Going through the data below, please show each line containing the string "highway".

---+---

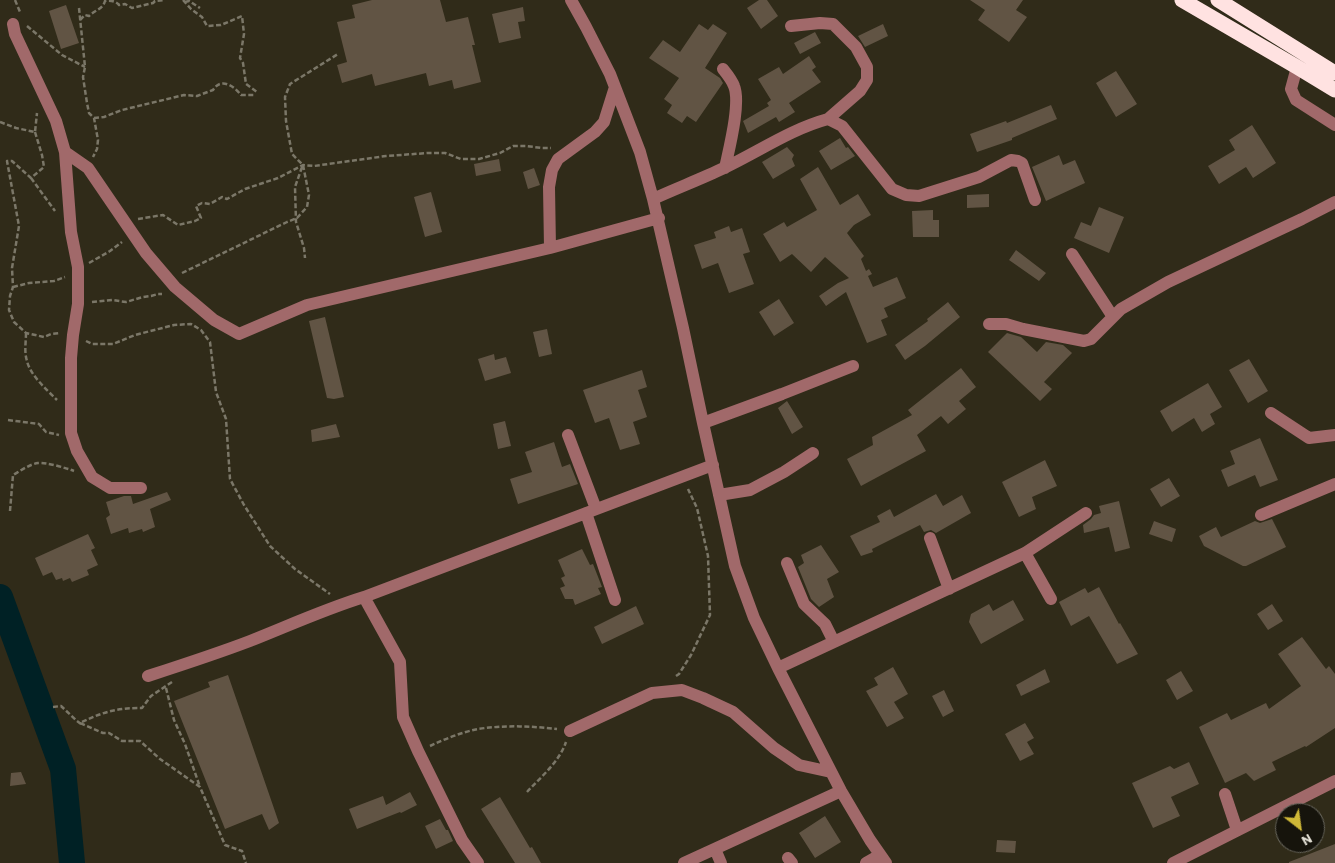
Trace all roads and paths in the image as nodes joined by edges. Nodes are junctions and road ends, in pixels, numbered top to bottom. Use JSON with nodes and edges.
{"nodes":[{"id":1,"x":165,"y":0,"type":"edge"},
{"id":2,"x":570,"y":0,"type":"edge"},
{"id":3,"x":1182,"y":0,"type":"edge"},
{"id":4,"x":1218,"y":0,"type":"edge"},
{"id":5,"x":184,"y":1,"type":"edge"},
{"id":6,"x":78,"y":8,"type":"dead end"},
{"id":7,"x":200,"y":8,"type":"dead end"},
{"id":8,"x":80,"y":20,"type":"junction"},
{"id":9,"x":13,"y":24,"type":"joint"},
{"id":10,"x":791,"y":26,"type":"dead end"},
{"id":11,"x":338,"y":54,"type":"dead end"},
{"id":12,"x":1298,"y":67,"type":"junction"},
{"id":13,"x":86,"y":68,"type":"junction"},
{"id":14,"x":723,"y":69,"type":"dead end"},
{"id":15,"x":1335,"y":73,"type":"edge"},
{"id":16,"x":615,"y":87,"type":"junction"},
{"id":17,"x":1335,"y":90,"type":"edge"},
{"id":18,"x":37,"y":113,"type":"dead end"},
{"id":19,"x":94,"y":118,"type":"junction"},
{"id":20,"x":828,"y":119,"type":"junction"},
{"id":21,"x":0,"y":122,"type":"edge"},
{"id":22,"x":1335,"y":124,"type":"edge"},
{"id":23,"x":35,"y":132,"type":"junction"},
{"id":24,"x":574,"y":146,"type":"junction"},
{"id":25,"x":65,"y":152,"type":"junction"},
{"id":26,"x":303,"y":165,"type":"junction"},
{"id":27,"x":88,"y":168,"type":"junction"},
{"id":28,"x":725,"y":168,"type":"junction"},
{"id":29,"x":31,"y":178,"type":"junction"},
{"id":30,"x":653,"y":199,"type":"junction"},
{"id":31,"x":1035,"y":200,"type":"dead end"},
{"id":32,"x":1335,"y":202,"type":"edge"},
{"id":33,"x":122,"y":218,"type":"junction"},
{"id":34,"x":658,"y":218,"type":"junction"},
{"id":35,"x":71,"y":232,"type":"junction"},
{"id":36,"x":132,"y":232,"type":"junction"},
{"id":37,"x":550,"y":248,"type":"junction"},
{"id":38,"x":1072,"y":254,"type":"dead end"},
{"id":39,"x":305,"y":258,"type":"dead end"},
{"id":40,"x":78,"y":267,"type":"junction"},
{"id":41,"x":13,"y":287,"type":"junction"},
{"id":42,"x":175,"y":287,"type":"junction"},
{"id":43,"x":78,"y":304,"type":"junction"},
{"id":44,"x":1113,"y":317,"type":"junction"},
{"id":45,"x":989,"y":324,"type":"dead end"},
{"id":46,"x":26,"y":333,"type":"junction"},
{"id":47,"x":73,"y":335,"type":"junction"},
{"id":48,"x":853,"y":366,"type":"dead end"},
{"id":49,"x":1271,"y":413,"type":"dead end"},
{"id":50,"x":70,"y":414,"type":"junction"},
{"id":51,"x":8,"y":420,"type":"dead end"},
{"id":52,"x":703,"y":423,"type":"junction"},
{"id":53,"x":1335,"y":434,"type":"edge"},
{"id":54,"x":568,"y":435,"type":"dead end"},
{"id":55,"x":73,"y":438,"type":"junction"},
{"id":56,"x":813,"y":453,"type":"dead end"},
{"id":57,"x":713,"y":465,"type":"junction"},
{"id":58,"x":683,"y":476,"type":"junction"},
{"id":59,"x":92,"y":478,"type":"junction"},
{"id":60,"x":1335,"y":484,"type":"edge"},
{"id":61,"x":141,"y":488,"type":"dead end"},
{"id":62,"x":719,"y":495,"type":"junction"},
{"id":63,"x":10,"y":511,"type":"dead end"},
{"id":64,"x":591,"y":511,"type":"junction"},
{"id":65,"x":1086,"y":513,"type":"dead end"},
{"id":66,"x":1261,"y":515,"type":"dead end"},
{"id":67,"x":930,"y":538,"type":"dead end"},
{"id":68,"x":1027,"y":552,"type":"junction"},
{"id":69,"x":787,"y":564,"type":"dead end"},
{"id":70,"x":949,"y":589,"type":"junction"},
{"id":71,"x":364,"y":597,"type":"junction"},
{"id":72,"x":1051,"y":599,"type":"dead end"},
{"id":73,"x":614,"y":600,"type":"dead end"},
{"id":74,"x":343,"y":603,"type":"junction"},
{"id":75,"x":834,"y":642,"type":"junction"},
{"id":76,"x":184,"y":664,"type":"junction"},
{"id":77,"x":778,"y":668,"type":"junction"},
{"id":78,"x":148,"y":676,"type":"dead end"},
{"id":79,"x":672,"y":679,"type":"dead end"},
{"id":80,"x":166,"y":688,"type":"junction"},
{"id":81,"x":53,"y":707,"type":"dead end"},
{"id":82,"x":80,"y":723,"type":"junction"},
{"id":83,"x":570,"y":730,"type":"junction"},
{"id":84,"x":418,"y":751,"type":"junction"},
{"id":85,"x":831,"y":772,"type":"junction"},
{"id":86,"x":1335,"y":781,"type":"edge"},
{"id":87,"x":200,"y":787,"type":"junction"},
{"id":88,"x":841,"y":791,"type":"junction"},
{"id":89,"x":526,"y":792,"type":"dead end"},
{"id":90,"x":1225,"y":794,"type":"dead end"},
{"id":91,"x":1237,"y":830,"type":"junction"},
{"id":92,"x":715,"y":849,"type":"junction"},
{"id":93,"x":883,"y":859,"type":"edge"},
{"id":94,"x":246,"y":863,"type":"edge"},
{"id":95,"x":478,"y":863,"type":"edge"},
{"id":96,"x":684,"y":863,"type":"edge"},
{"id":97,"x":721,"y":863,"type":"edge"},
{"id":98,"x":866,"y":863,"type":"edge"},
{"id":99,"x":1173,"y":863,"type":"edge"}],
"edges":[{"from":1,"to":8,"type":"path"},
{"from":2,"to":16,"type":"street"},
{"from":3,"to":12,"type":"highway"},
{"from":4,"to":15,"type":"highway"},
{"from":5,"to":7,"type":"path"},
{"from":5,"to":19,"type":"path"},
{"from":6,"to":8,"type":"path"},
{"from":8,"to":13,"type":"path"},
{"from":9,"to":13,"type":"path"},
{"from":9,"to":25,"type":"street"},
{"from":10,"to":20,"type":"street"},
{"from":11,"to":26,"type":"path"},
{"from":12,"to":17,"type":"highway"},
{"from":12,"to":22,"type":"street"},
{"from":13,"to":19,"type":"path"},
{"from":14,"to":28,"type":"street"},
{"from":16,"to":24,"type":"street"},
{"from":16,"to":30,"type":"street"},
{"from":18,"to":23,"type":"path"},
{"from":19,"to":27,"type":"path"},
{"from":20,"to":28,"type":"street"},
{"from":20,"to":31,"type":"street"},
{"from":21,"to":23,"type":"path"},
{"from":23,"to":29,"type":"path"},
{"from":24,"to":26,"type":"path"},
{"from":24,"to":37,"type":"street"},
{"from":25,"to":27,"type":"street"},
{"from":25,"to":35,"type":"street"},
{"from":26,"to":33,"type":"path"},
{"from":26,"to":39,"type":"path"},
{"from":26,"to":42,"type":"path"},
{"from":27,"to":33,"type":"street"},
{"from":28,"to":30,"type":"street"},
{"from":29,"to":35,"type":"path"},
{"from":29,"to":41,"type":"path"},
{"from":30,"to":34,"type":"street"},
{"from":32,"to":44,"type":"street"},
{"from":33,"to":36,"type":"street"},
{"from":34,"to":37,"type":"street"},
{"from":34,"to":52,"type":"street"},
{"from":35,"to":40,"type":"street"},
{"from":36,"to":40,"type":"path"},
{"from":36,"to":42,"type":"street"},
{"from":37,"to":42,"type":"street"},
{"from":38,"to":44,"type":"street"},
{"from":40,"to":41,"type":"path"},
{"from":40,"to":43,"type":"street"},
{"from":41,"to":46,"type":"path"},
{"from":42,"to":43,"type":"path"},
{"from":43,"to":47,"type":"street"},
{"from":44,"to":45,"type":"street"},
{"from":46,"to":47,"type":"path"},
{"from":46,"to":50,"type":"path"},
{"from":47,"to":50,"type":"street"},
{"from":47,"to":74,"type":"path"},
{"from":48,"to":52,"type":"street"},
{"from":49,"to":53,"type":"street"},
{"from":50,"to":55,"type":"street"},
{"from":51,"to":55,"type":"path"},
{"from":52,"to":57,"type":"street"},
{"from":54,"to":64,"type":"street"},
{"from":55,"to":59,"type":"street"},
{"from":56,"to":62,"type":"street"},
{"from":57,"to":58,"type":"street"},
{"from":57,"to":62,"type":"street"},
{"from":58,"to":64,"type":"street"},
{"from":58,"to":79,"type":"path"},
{"from":59,"to":61,"type":"street"},
{"from":59,"to":63,"type":"path"},
{"from":60,"to":66,"type":"street"},
{"from":62,"to":77,"type":"street"},
{"from":64,"to":71,"type":"street"},
{"from":64,"to":73,"type":"street"},
{"from":65,"to":68,"type":"street"},
{"from":67,"to":70,"type":"street"},
{"from":68,"to":70,"type":"street"},
{"from":68,"to":72,"type":"street"},
{"from":69,"to":75,"type":"street"},
{"from":70,"to":75,"type":"street"},
{"from":71,"to":74,"type":"street"},
{"from":71,"to":84,"type":"street"},
{"from":74,"to":76,"type":"street"},
{"from":75,"to":77,"type":"street"},
{"from":76,"to":78,"type":"street"},
{"from":76,"to":80,"type":"path"},
{"from":77,"to":85,"type":"street"},
{"from":80,"to":82,"type":"path"},
{"from":80,"to":87,"type":"path"},
{"from":81,"to":82,"type":"path"},
{"from":82,"to":87,"type":"path"},
{"from":83,"to":84,"type":"path"},
{"from":83,"to":85,"type":"street"},
{"from":83,"to":89,"type":"path"},
{"from":84,"to":95,"type":"street"},
{"from":85,"to":88,"type":"street"},
{"from":86,"to":91,"type":"street"},
{"from":87,"to":94,"type":"path"},
{"from":88,"to":92,"type":"street"},
{"from":88,"to":93,"type":"street"},
{"from":90,"to":91,"type":"street"},
{"from":91,"to":99,"type":"street"},
{"from":92,"to":96,"type":"street"},
{"from":92,"to":97,"type":"street"},
{"from":93,"to":98,"type":"street"}]}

---+---

## Answer space
{"from":3,"to":12,"type":"highway"},
{"from":4,"to":15,"type":"highway"},
{"from":12,"to":17,"type":"highway"},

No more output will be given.